You can also purchase the above in pieces, a la carte.

The Pro Glasses 2 start at $10,000, if you wish to conduct your own research, but you can hire Tobii to run a project for you, too. The latter has a typical cost range of $10,000-$30,000.

  • dstarr3
    This tech is very impressive, the products that have already made it to market reportedly work very well, and this is HUGELY beneficial to those with various disabilities.

    But boy, are they having a hard time figuring out why people who don't need this should want and buy it. I understand that they need to push this into the mainstream market if they want an honest shot at making money, but it's very much a solution seeking a problem in a lot of cases.
    Reply
  • bit_user
    19269885 said:
    But boy, are they having a hard time figuring out why people who don't need this should want and buy it. I understand that they need to push this into the mainstream market if they want an honest shot at making money, but it's very much a solution seeking a problem in a lot of cases.
    For VR and AR, it's not only a performance optimization, but also a potent user interface component.

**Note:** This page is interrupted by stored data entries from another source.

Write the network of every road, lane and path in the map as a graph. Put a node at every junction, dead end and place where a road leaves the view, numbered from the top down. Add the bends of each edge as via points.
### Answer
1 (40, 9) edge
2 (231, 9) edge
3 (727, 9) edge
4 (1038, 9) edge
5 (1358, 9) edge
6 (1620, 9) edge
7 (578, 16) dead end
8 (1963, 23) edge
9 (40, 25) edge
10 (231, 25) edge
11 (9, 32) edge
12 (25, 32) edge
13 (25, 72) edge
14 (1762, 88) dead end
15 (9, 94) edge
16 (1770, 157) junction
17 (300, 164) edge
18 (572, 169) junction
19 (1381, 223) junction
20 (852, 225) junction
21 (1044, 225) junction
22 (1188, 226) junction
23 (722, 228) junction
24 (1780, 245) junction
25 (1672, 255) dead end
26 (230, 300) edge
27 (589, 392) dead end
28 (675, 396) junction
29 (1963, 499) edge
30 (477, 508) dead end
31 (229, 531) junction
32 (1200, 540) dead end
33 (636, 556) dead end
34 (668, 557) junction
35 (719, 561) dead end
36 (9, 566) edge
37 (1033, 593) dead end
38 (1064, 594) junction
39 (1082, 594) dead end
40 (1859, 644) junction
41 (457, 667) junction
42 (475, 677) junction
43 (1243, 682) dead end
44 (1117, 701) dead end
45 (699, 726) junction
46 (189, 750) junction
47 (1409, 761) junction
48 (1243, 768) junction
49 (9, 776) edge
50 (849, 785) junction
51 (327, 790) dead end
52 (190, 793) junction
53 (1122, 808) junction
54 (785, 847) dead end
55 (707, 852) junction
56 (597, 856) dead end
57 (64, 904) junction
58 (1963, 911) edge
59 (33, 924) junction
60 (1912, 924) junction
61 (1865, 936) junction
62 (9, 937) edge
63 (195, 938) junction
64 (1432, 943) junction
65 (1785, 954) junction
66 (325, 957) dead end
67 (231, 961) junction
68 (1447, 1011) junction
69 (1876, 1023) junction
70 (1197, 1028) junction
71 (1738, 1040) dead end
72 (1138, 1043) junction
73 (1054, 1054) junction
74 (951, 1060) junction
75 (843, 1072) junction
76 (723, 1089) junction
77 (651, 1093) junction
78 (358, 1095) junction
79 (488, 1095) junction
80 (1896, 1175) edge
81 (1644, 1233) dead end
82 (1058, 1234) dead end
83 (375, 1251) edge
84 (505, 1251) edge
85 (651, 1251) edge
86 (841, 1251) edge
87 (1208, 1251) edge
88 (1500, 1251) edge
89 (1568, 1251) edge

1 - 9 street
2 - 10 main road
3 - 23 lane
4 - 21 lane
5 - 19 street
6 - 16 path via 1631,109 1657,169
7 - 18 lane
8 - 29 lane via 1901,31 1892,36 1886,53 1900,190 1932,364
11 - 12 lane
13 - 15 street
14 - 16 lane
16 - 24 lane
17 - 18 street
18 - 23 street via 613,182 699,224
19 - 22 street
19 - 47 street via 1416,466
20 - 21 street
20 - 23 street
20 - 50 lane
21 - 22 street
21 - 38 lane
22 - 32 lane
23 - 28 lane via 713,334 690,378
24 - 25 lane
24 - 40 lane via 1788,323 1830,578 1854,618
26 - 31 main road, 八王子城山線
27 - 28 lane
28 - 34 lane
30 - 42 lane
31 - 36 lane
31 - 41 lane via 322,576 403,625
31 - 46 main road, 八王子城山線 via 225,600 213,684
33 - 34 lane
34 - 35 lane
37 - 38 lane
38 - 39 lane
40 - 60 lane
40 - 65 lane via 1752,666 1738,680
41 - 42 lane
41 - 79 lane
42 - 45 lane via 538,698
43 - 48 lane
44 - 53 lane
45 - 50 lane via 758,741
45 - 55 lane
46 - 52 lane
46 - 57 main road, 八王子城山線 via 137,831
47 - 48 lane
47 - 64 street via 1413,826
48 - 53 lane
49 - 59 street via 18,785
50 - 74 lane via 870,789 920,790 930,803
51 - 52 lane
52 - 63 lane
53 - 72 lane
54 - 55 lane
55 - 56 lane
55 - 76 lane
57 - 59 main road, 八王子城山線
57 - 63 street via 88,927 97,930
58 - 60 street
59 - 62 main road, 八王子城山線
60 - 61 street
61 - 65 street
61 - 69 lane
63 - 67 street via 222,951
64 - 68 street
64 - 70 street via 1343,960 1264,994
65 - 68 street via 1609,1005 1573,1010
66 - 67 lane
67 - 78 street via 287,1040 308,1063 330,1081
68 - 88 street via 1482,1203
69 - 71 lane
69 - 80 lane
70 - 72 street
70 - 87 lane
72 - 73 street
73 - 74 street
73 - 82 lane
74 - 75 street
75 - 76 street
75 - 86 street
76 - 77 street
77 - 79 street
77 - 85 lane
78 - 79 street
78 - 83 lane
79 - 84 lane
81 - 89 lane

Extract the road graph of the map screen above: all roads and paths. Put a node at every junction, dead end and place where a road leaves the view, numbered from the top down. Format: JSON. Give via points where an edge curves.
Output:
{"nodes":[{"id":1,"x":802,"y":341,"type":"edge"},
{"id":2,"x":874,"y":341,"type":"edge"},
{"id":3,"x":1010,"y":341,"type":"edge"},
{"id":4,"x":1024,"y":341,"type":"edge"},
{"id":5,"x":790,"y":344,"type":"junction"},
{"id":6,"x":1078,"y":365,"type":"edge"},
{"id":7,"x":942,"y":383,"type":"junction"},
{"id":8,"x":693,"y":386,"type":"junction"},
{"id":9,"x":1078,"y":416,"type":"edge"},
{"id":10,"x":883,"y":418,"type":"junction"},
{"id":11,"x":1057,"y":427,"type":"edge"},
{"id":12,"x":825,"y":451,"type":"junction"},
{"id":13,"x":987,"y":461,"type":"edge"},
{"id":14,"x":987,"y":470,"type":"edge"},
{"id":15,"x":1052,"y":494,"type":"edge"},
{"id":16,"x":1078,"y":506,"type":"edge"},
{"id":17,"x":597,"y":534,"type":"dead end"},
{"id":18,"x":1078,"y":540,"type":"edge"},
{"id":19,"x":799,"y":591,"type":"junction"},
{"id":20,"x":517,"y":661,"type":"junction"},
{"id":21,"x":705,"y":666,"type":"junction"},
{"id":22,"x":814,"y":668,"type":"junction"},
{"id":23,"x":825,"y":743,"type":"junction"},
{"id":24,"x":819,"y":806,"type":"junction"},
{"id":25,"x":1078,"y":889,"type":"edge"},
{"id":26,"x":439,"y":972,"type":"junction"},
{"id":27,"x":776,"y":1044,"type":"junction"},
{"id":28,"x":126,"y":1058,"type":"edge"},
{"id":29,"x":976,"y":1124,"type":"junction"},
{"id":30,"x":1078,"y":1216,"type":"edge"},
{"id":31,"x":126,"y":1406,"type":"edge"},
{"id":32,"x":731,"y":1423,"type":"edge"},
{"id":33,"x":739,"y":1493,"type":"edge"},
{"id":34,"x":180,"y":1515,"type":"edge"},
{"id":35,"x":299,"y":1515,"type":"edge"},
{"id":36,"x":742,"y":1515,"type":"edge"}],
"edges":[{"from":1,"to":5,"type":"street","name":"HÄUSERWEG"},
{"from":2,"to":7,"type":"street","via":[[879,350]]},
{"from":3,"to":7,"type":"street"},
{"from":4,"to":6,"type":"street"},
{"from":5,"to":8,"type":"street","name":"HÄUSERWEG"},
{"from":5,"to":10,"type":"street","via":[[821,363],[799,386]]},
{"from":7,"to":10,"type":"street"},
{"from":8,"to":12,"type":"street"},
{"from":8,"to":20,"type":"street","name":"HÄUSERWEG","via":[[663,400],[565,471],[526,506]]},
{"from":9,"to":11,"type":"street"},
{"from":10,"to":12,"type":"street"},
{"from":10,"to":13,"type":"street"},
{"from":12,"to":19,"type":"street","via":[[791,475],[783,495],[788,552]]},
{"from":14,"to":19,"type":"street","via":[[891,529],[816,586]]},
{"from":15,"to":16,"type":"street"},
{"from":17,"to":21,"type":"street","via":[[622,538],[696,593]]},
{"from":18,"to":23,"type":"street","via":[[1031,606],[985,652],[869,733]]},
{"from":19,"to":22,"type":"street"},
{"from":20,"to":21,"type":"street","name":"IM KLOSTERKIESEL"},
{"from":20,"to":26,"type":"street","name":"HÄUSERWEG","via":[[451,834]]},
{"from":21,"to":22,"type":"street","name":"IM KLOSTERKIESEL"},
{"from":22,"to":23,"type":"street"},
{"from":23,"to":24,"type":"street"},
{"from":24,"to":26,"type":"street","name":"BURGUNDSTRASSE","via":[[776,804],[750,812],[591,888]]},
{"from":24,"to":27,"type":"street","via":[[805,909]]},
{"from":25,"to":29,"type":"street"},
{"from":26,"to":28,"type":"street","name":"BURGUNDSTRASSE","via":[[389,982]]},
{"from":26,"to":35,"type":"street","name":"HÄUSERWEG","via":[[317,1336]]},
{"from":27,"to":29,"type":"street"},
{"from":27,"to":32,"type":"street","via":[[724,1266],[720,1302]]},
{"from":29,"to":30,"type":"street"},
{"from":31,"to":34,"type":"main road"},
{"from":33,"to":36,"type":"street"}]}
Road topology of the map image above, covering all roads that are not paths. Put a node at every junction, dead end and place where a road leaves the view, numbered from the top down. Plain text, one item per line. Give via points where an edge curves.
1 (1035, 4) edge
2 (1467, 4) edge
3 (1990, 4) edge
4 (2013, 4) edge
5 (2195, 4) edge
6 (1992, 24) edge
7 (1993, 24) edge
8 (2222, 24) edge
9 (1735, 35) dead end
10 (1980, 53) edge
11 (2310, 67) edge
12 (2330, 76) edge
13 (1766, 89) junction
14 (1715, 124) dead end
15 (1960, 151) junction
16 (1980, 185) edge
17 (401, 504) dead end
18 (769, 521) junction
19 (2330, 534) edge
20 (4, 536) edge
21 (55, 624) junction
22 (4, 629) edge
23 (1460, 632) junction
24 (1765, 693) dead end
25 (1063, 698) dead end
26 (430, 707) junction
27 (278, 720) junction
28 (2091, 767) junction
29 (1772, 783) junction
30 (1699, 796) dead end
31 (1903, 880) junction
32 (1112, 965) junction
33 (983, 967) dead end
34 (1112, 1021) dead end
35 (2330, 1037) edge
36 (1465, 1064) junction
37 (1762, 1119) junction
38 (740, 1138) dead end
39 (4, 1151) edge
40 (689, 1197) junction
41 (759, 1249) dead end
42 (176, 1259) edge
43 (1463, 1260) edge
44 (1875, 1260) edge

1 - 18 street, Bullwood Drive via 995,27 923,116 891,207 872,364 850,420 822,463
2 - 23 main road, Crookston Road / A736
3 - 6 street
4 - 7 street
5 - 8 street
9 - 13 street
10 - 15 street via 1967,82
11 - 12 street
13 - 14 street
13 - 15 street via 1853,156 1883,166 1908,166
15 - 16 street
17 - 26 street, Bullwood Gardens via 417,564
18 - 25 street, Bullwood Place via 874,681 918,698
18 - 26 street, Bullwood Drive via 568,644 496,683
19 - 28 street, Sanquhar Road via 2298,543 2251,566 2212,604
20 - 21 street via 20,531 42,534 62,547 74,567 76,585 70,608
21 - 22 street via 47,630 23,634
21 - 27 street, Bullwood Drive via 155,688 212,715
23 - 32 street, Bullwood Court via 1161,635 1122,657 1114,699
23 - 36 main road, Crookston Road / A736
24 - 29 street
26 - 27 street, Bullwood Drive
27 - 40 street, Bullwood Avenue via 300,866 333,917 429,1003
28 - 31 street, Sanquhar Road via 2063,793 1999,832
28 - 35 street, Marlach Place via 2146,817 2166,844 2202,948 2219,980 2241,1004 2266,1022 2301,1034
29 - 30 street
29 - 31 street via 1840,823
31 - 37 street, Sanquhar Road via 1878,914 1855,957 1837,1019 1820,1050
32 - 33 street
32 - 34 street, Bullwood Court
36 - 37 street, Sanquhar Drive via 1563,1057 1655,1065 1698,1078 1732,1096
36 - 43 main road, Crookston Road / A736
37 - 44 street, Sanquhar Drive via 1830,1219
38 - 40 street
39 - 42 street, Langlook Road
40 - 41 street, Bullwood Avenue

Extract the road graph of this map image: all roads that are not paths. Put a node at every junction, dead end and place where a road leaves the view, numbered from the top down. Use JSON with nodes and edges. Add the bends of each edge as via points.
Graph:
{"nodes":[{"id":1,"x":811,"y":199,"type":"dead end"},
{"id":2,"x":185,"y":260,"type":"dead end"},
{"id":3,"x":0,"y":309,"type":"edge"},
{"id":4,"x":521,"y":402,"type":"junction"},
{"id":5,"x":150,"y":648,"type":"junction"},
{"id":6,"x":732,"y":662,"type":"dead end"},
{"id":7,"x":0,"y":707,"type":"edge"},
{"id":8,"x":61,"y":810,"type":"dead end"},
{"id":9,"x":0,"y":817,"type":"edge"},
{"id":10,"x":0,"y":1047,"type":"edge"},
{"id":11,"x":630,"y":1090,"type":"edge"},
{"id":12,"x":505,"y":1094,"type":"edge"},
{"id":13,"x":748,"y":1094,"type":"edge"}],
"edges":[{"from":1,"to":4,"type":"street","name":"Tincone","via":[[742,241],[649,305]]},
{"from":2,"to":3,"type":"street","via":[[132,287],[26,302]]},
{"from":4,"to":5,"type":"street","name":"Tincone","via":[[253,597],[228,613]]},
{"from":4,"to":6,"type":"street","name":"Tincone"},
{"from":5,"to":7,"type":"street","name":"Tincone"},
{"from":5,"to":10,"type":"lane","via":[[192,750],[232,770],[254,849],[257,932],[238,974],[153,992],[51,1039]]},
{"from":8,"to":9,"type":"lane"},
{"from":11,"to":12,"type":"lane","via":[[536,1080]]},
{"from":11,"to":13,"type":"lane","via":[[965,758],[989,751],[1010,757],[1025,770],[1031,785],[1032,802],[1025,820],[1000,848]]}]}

    In the case of AR, that's going to be even more important. When you're walking around, you might not have your hands free, for gestural interfaces (or don't want to be seen pointing around).

    The problem is that they need to hang on, until the market catches up. They're probably hoping to get bought by someone like Apple, Samsung, Facebook, or Microsoft. Perhaps the retail market research service was done partly as a pitch to Google, though I'm sure they're twice shy about the prospect of Glass 2.
    Reply
  • scolaner
    19269885 said:
    This tech is very impressive, the products that have already made it to market reportedly work very well, and this is HUGELY beneficial to those with various disabilities.

    But boy, are they having a hard time figuring out why people who don't need this should want and buy it. I understand that they need to push this into the mainstream market if they want an honest shot at making money, but it's very much a solution seeking a problem in a lot of cases.

    I don't know their financials, but this is not a "hey here's some cool tech, maybe it will catch on play." This is a real thing that works, and it's been designed for research. They make money when companies/institutions buy the gear or pay Tobii to conduct their studies. (See the end, where I mentioned pricing.)

    But I do think that this sort of application could certainly be adapted for the mainstream market.
    Reply
  • scolaner
    19272260 said:
    They're probably hoping to get bought by someone like Apple, Samsung, Facebook, or Microsoft. Perhaps the retail market research service was done partly as a pitch to Google, though I'm sure they're twice shy about the prospect of Glass 2.

    I don't think that's the case. Tobii is actually a fairly large company with multiple wings and an international presence. I think they're hoping to license their tech to everyone. And also keep up their research business.